__Task to complete__
Restate the data below word for word. Leave the images out.

Items from a dataset:

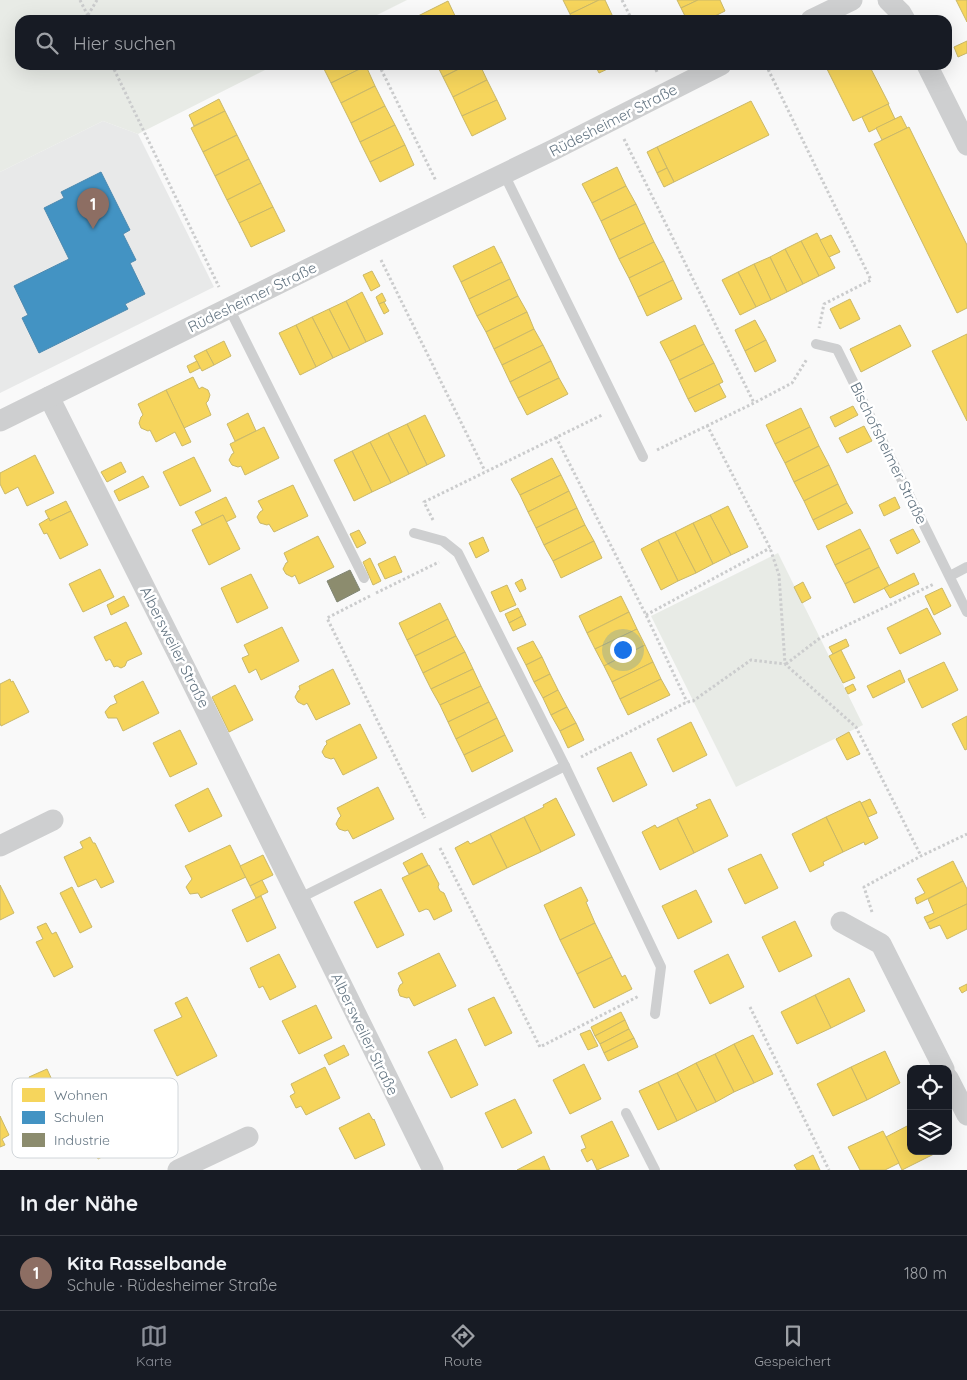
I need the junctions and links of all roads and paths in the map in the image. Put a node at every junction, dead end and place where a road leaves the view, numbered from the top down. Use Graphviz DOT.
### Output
graph roads {
  1 [pos="80,0"];
  2 [pos="97,0"];
  3 [pos="622,0"];
  4 [pos="852,0"];
  5 [pos="888,0"];
  6 [pos="88,15"];
  7 [pos="630,15"];
  8 [pos="821,15"];
  9 [pos="903,15"];
  10 [pos="114,70"];
  11 [pos="382,70"];
  12 [pos="656,70"];
  13 [pos="712,70"];
  14 [pos="768,70"];
  15 [pos="930,70"];
  16 [pos="658,73"];
  17 [pos="614,120"];
  18 [pos="967,145"];
  19 [pos="504,174"];
  20 [pos="437,181"];
  21 [pos="371,238"];
  22 [pos="230,308"];
  23 [pos="816,344"];
  24 [pos="49,397"];
  25 [pos="754,403"];
  26 [pos="618,407"];
  27 [pos="0,421"];
  28 [pos="707,425"];
  29 [pos="556,437"];
  30 [pos="644,457"];
  31 [pos="485,471"];
  32 [pos="414,533"];
  33 [pos="443,541"];
  34 [pos="770,548"];
  35 [pos="458,553"];
  36 [pos="967,567"];
  37 [pos="950,576"];
  38 [pos="364,578"];
  39 [pos="967,612"];
  40 [pos="646,615"];
  41 [pos="785,664"];
  42 [pos="687,702"];
  43 [pos="565,766"];
  44 [pos="53,820"];
  45 [pos="432,832"];
  46 [pos="967,834"];
  47 [pos="0,846"];
  48 [pos="921,856"];
  49 [pos="298,899"];
  50 [pos="841,922"];
  51 [pos="881,944"];
  52 [pos="658,995"];
  53 [pos="750,1007"];
  54 [pos="655,1014"];
  55 [pos="942,1065"];
  56 [pos="952,1086"];
  57 [pos="626,1113"];
  58 [pos="967,1115"];
  59 [pos="248,1137"];
  60 [pos="178,1170"];
  61 [pos="433,1170"];
  62 [pos="655,1170"];
  63 [pos="829,1170"];
  1 -- 6 [label="path"];
  2 -- 6 [label="path"];
  3 -- 7 [label="path"];
  4 -- 8 [label="street"];
  5 -- 9 [label="street"];
  10 -- 22 [label="path"];
  11 -- 20 [label="path"];
  12 -- 16 [label="path"];
  13 -- 17 [label="street, Rüdesheimer Straße"];
  14 -- 23 [label="path"];
  15 -- 18 [label="street"];
  17 -- 19 [label="street, Rüdesheimer Straße"];
  17 -- 25 [label="path"];
  19 -- 21 [label="street, Rüdesheimer Straße"];
  19 -- 26 [label="lane"];
  21 -- 22 [label="street, Rüdesheimer Straße"];
  21 -- 31 [label="path"];
  22 -- 24 [label="street, Rüdesheimer Straße"];
  22 -- 38 [label="lane"];
  23 -- 25 [label="path"];
  23 -- 37 [label="lane, Bischofsheimer Straße"];
  24 -- 27 [label="street, Rüdesheimer Straße"];
  24 -- 49 [label="street, Albersweiler Straße"];
  25 -- 28 [label="path"];
  26 -- 29 [label="path"];
  26 -- 30 [label="lane"];
  28 -- 30 [label="path"];
  28 -- 34 [label="path"];
  29 -- 31 [label="path"];
  29 -- 40 [label="path"];
  31 -- 33 [label="path"];
  32 -- 33 [label="lane"];
  33 -- 35 [label="lane"];
  34 -- 40 [label="path"];
  34 -- 41 [label="path"];
  35 -- 43 [label="lane"];
  35 -- 45 [label="path"];
  36 -- 37 [label="lane"];
  37 -- 39 [label="lane, Bischofsheimer Straße"];
  37 -- 41 [label="path"];
  40 -- 42 [label="path"];
  41 -- 42 [label="path"];
  41 -- 48 [label="path"];
  42 -- 43 [label="path"];
  43 -- 45 [label="lane"];
  43 -- 52 [label="lane"];
  44 -- 47 [label="street"];
  45 -- 49 [label="lane"];
  45 -- 52 [label="path"];
  46 -- 48 [label="path"];
  48 -- 51 [label="path"];
  49 -- 61 [label="street, Albersweiler Straße"];
  50 -- 51 [label="street"];
  51 -- 55 [label="street"];
  52 -- 54 [label="lane"];
  53 -- 63 [label="path"];
  56 -- 58 [label="street"];
  57 -- 62 [label="lane"];
  59 -- 60 [label="street"];
}
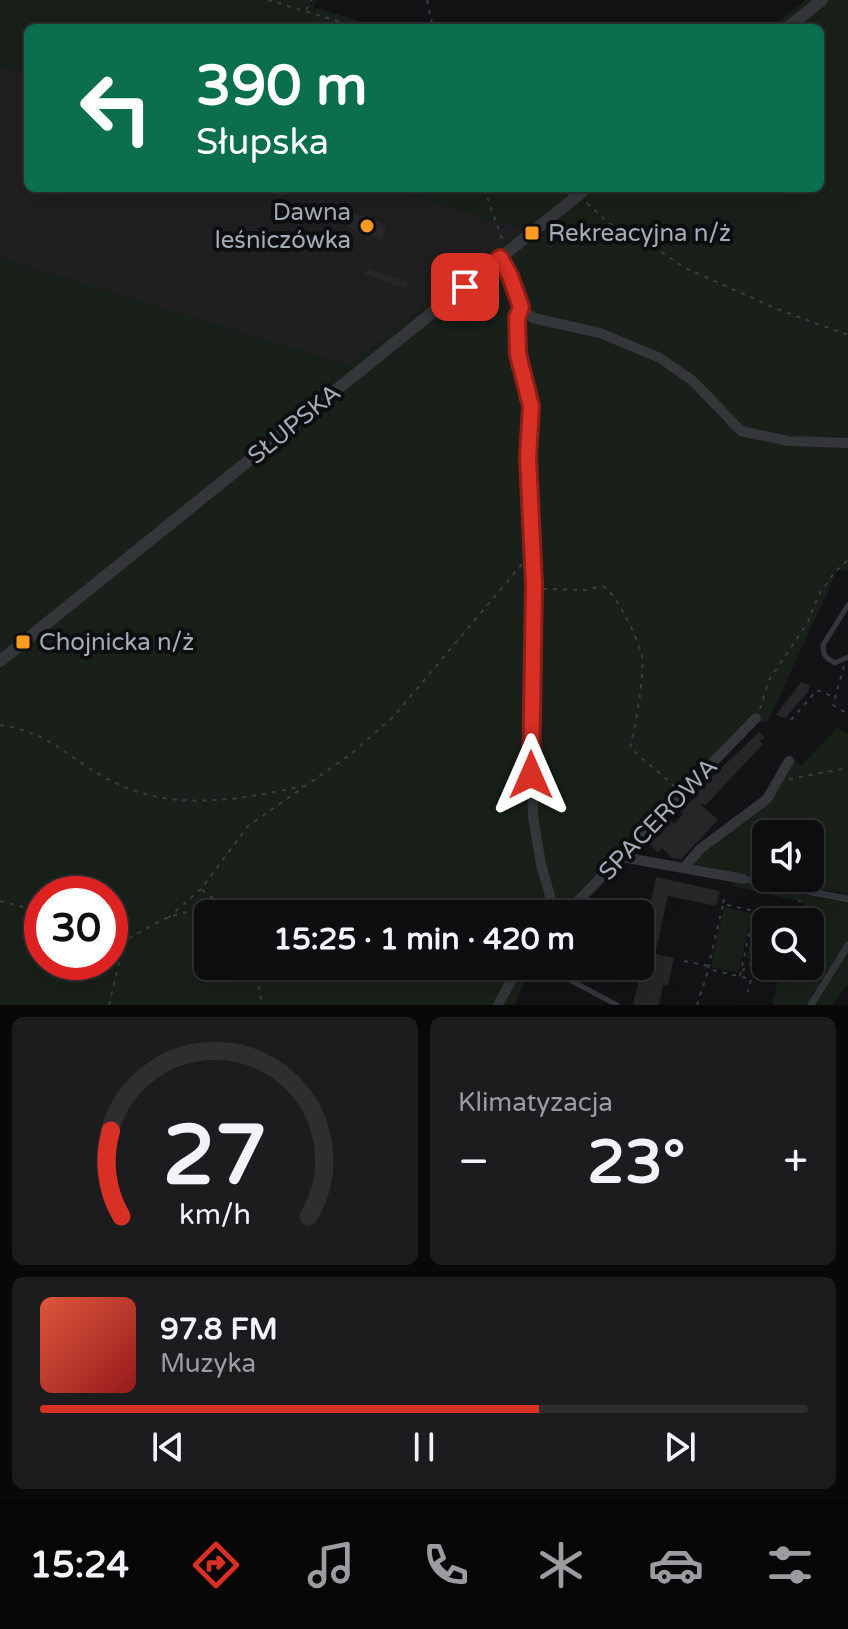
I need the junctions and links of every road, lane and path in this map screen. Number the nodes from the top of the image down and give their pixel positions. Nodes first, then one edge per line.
1 (268, 0) edge
2 (311, 0) edge
3 (427, 0) edge
4 (822, 0) edge
5 (305, 11) junction
6 (348, 24) edge
7 (432, 24) edge
8 (792, 24) edge
9 (485, 192) edge
10 (582, 192) edge
11 (584, 192) edge
12 (502, 253) junction
13 (521, 307) junction
14 (848, 335) edge
15 (848, 443) edge
16 (532, 553) junction
17 (848, 560) edge
18 (534, 588) junction
19 (848, 605) edge
20 (847, 659) edge
21 (0, 661) edge
22 (834, 697) junction
23 (848, 714) edge
24 (756, 718) joint
25 (791, 720) dead end
26 (0, 725) edge
27 (789, 761) dead end
28 (848, 768) edge
29 (780, 775) junction
30 (304, 786) junction
31 (683, 794) junction
32 (622, 857) junction
33 (684, 868) junction
34 (744, 879) joint
35 (201, 889) junction
36 (725, 896) dead end
37 (848, 899) edge
38 (216, 900) edge
39 (551, 900) edge
40 (579, 900) edge
41 (0, 901) edge
42 (799, 902) dead end
43 (723, 904) junction
44 (24, 907) edge
45 (798, 908) edge
46 (194, 912) edge
47 (168, 918) junction
48 (128, 939) edge
49 (848, 945) edge
50 (684, 961) dead end
51 (752, 961) edge
52 (708, 968) junction
53 (741, 971) junction
54 (740, 976) junction
55 (115, 980) edge
56 (258, 980) edge
57 (511, 980) edge
58 (570, 980) edge
59 (748, 992) dead end
60 (109, 1005) edge
61 (262, 1005) edge
62 (498, 1005) edge
63 (617, 1005) edge
64 (697, 1005) edge
65 (811, 1005) edge

1 - 5 path
2 - 5 path
3 - 7 path
4 - 8 street
5 - 6 path
9 - 12 path
10 - 12 street, SŁUPSKA
11 - 14 path
12 - 13 street
12 - 21 street, SŁUPSKA
13 - 15 street
13 - 16 street
16 - 18 street
16 - 30 path
17 - 24 path
18 - 31 path
18 - 39 street
19 - 20 lane
20 - 22 path
22 - 23 path
22 - 25 path
24 - 31 street, SPACEROWA
26 - 30 path
27 - 29 street
28 - 29 path
29 - 33 street
30 - 35 path
31 - 32 street, SPACEROWA
32 - 33 street
32 - 40 street, SPACEROWA
33 - 34 street
34 - 37 street
35 - 38 path
35 - 47 path
36 - 43 path
41 - 44 path
42 - 45 path
43 - 52 path
43 - 53 path
46 - 47 path
47 - 48 path
49 - 65 street
50 - 52 path
51 - 53 path
52 - 54 path
52 - 64 path
53 - 54 path
54 - 59 path
55 - 60 path
56 - 61 path
57 - 62 street
58 - 63 lane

__Output__
I need the junctions and links of all roads and paths in the map in the image. Put a node at every junction, dead end and place where a road leaves the view, numbered from the top down. Use Graphviz DOT.
### Output
graph roads {
  1 [pos="80,0"];
  2 [pos="97,0"];
  3 [pos="622,0"];
  4 [pos="852,0"];
  5 [pos="888,0"];
  6 [pos="88,15"];
  7 [pos="630,15"];
  8 [pos="821,15"];
  9 [pos="903,15"];
  10 [pos="114,70"];
  11 [pos="382,70"];
  12 [pos="656,70"];
  13 [pos="712,70"];
  14 [pos="768,70"];
  15 [pos="930,70"];
  16 [pos="658,73"];
  17 [pos="614,120"];
  18 [pos="967,145"];
  19 [pos="504,174"];
  20 [pos="437,181"];
  21 [pos="371,238"];
  22 [pos="230,308"];
  23 [pos="816,344"];
  24 [pos="49,397"];
  25 [pos="754,403"];
  26 [pos="618,407"];
  27 [pos="0,421"];
  28 [pos="707,425"];
  29 [pos="556,437"];
  30 [pos="644,457"];
  31 [pos="485,471"];
  32 [pos="414,533"];
  33 [pos="443,541"];
  34 [pos="770,548"];
  35 [pos="458,553"];
  36 [pos="967,567"];
  37 [pos="950,576"];
  38 [pos="364,578"];
  39 [pos="967,612"];
  40 [pos="646,615"];
  41 [pos="785,664"];
  42 [pos="687,702"];
  43 [pos="565,766"];
  44 [pos="53,820"];
  45 [pos="432,832"];
  46 [pos="967,834"];
  47 [pos="0,846"];
  48 [pos="921,856"];
  49 [pos="298,899"];
  50 [pos="841,922"];
  51 [pos="881,944"];
  52 [pos="658,995"];
  53 [pos="750,1007"];
  54 [pos="655,1014"];
  55 [pos="942,1065"];
  56 [pos="952,1086"];
  57 [pos="626,1113"];
  58 [pos="967,1115"];
  59 [pos="248,1137"];
  60 [pos="178,1170"];
  61 [pos="433,1170"];
  62 [pos="655,1170"];
  63 [pos="829,1170"];
  1 -- 6 [label="path"];
  2 -- 6 [label="path"];
  3 -- 7 [label="path"];
  4 -- 8 [label="street"];
  5 -- 9 [label="street"];
  10 -- 22 [label="path"];
  11 -- 20 [label="path"];
  12 -- 16 [label="path"];
  13 -- 17 [label="street, Rüdesheimer Straße"];
  14 -- 23 [label="path"];
  15 -- 18 [label="street"];
  17 -- 19 [label="street, Rüdesheimer Straße"];
  17 -- 25 [label="path"];
  19 -- 21 [label="street, Rüdesheimer Straße"];
  19 -- 26 [label="lane"];
  21 -- 22 [label="street, Rüdesheimer Straße"];
  21 -- 31 [label="path"];
  22 -- 24 [label="street, Rüdesheimer Straße"];
  22 -- 38 [label="lane"];
  23 -- 25 [label="path"];
  23 -- 37 [label="lane, Bischofsheimer Straße"];
  24 -- 27 [label="street, Rüdesheimer Straße"];
  24 -- 49 [label="street, Albersweiler Straße"];
  25 -- 28 [label="path"];
  26 -- 29 [label="path"];
  26 -- 30 [label="lane"];
  28 -- 30 [label="path"];
  28 -- 34 [label="path"];
  29 -- 31 [label="path"];
  29 -- 40 [label="path"];
  31 -- 33 [label="path"];
  32 -- 33 [label="lane"];
  33 -- 35 [label="lane"];
  34 -- 40 [label="path"];
  34 -- 41 [label="path"];
  35 -- 43 [label="lane"];
  35 -- 45 [label="path"];
  36 -- 37 [label="lane"];
  37 -- 39 [label="lane, Bischofsheimer Straße"];
  37 -- 41 [label="path"];
  40 -- 42 [label="path"];
  41 -- 42 [label="path"];
  41 -- 48 [label="path"];
  42 -- 43 [label="path"];
  43 -- 45 [label="lane"];
  43 -- 52 [label="lane"];
  44 -- 47 [label="street"];
  45 -- 49 [label="lane"];
  45 -- 52 [label="path"];
  46 -- 48 [label="path"];
  48 -- 51 [label="path"];
  49 -- 61 [label="street, Albersweiler Straße"];
  50 -- 51 [label="street"];
  51 -- 55 [label="street"];
  52 -- 54 [label="lane"];
  53 -- 63 [label="path"];
  56 -- 58 [label="street"];
  57 -- 62 [label="lane"];
  59 -- 60 [label="street"];
}
I need the junctions and links of every road, lane and path in this map screen. Number the nodes from the top of the image down and give their pixel positions. Nodes first, then one edge per line.
1 (268, 0) edge
2 (311, 0) edge
3 (427, 0) edge
4 (822, 0) edge
5 (305, 11) junction
6 (348, 24) edge
7 (432, 24) edge
8 (792, 24) edge
9 (485, 192) edge
10 (582, 192) edge
11 (584, 192) edge
12 (502, 253) junction
13 (521, 307) junction
14 (848, 335) edge
15 (848, 443) edge
16 (532, 553) junction
17 (848, 560) edge
18 (534, 588) junction
19 (848, 605) edge
20 (847, 659) edge
21 (0, 661) edge
22 (834, 697) junction
23 (848, 714) edge
24 (756, 718) joint
25 (791, 720) dead end
26 (0, 725) edge
27 (789, 761) dead end
28 (848, 768) edge
29 (780, 775) junction
30 (304, 786) junction
31 (683, 794) junction
32 (622, 857) junction
33 (684, 868) junction
34 (744, 879) joint
35 (201, 889) junction
36 (725, 896) dead end
37 (848, 899) edge
38 (216, 900) edge
39 (551, 900) edge
40 (579, 900) edge
41 (0, 901) edge
42 (799, 902) dead end
43 (723, 904) junction
44 (24, 907) edge
45 (798, 908) edge
46 (194, 912) edge
47 (168, 918) junction
48 (128, 939) edge
49 (848, 945) edge
50 (684, 961) dead end
51 (752, 961) edge
52 (708, 968) junction
53 (741, 971) junction
54 (740, 976) junction
55 (115, 980) edge
56 (258, 980) edge
57 (511, 980) edge
58 (570, 980) edge
59 (748, 992) dead end
60 (109, 1005) edge
61 (262, 1005) edge
62 (498, 1005) edge
63 (617, 1005) edge
64 (697, 1005) edge
65 (811, 1005) edge

1 - 5 path
2 - 5 path
3 - 7 path
4 - 8 street
5 - 6 path
9 - 12 path
10 - 12 street, SŁUPSKA
11 - 14 path
12 - 13 street
12 - 21 street, SŁUPSKA
13 - 15 street
13 - 16 street
16 - 18 street
16 - 30 path
17 - 24 path
18 - 31 path
18 - 39 street
19 - 20 lane
20 - 22 path
22 - 23 path
22 - 25 path
24 - 31 street, SPACEROWA
26 - 30 path
27 - 29 street
28 - 29 path
29 - 33 street
30 - 35 path
31 - 32 street, SPACEROWA
32 - 33 street
32 - 40 street, SPACEROWA
33 - 34 street
34 - 37 street
35 - 38 path
35 - 47 path
36 - 43 path
41 - 44 path
42 - 45 path
43 - 52 path
43 - 53 path
46 - 47 path
47 - 48 path
49 - 65 street
50 - 52 path
51 - 53 path
52 - 54 path
52 - 64 path
53 - 54 path
54 - 59 path
55 - 60 path
56 - 61 path
57 - 62 street
58 - 63 lane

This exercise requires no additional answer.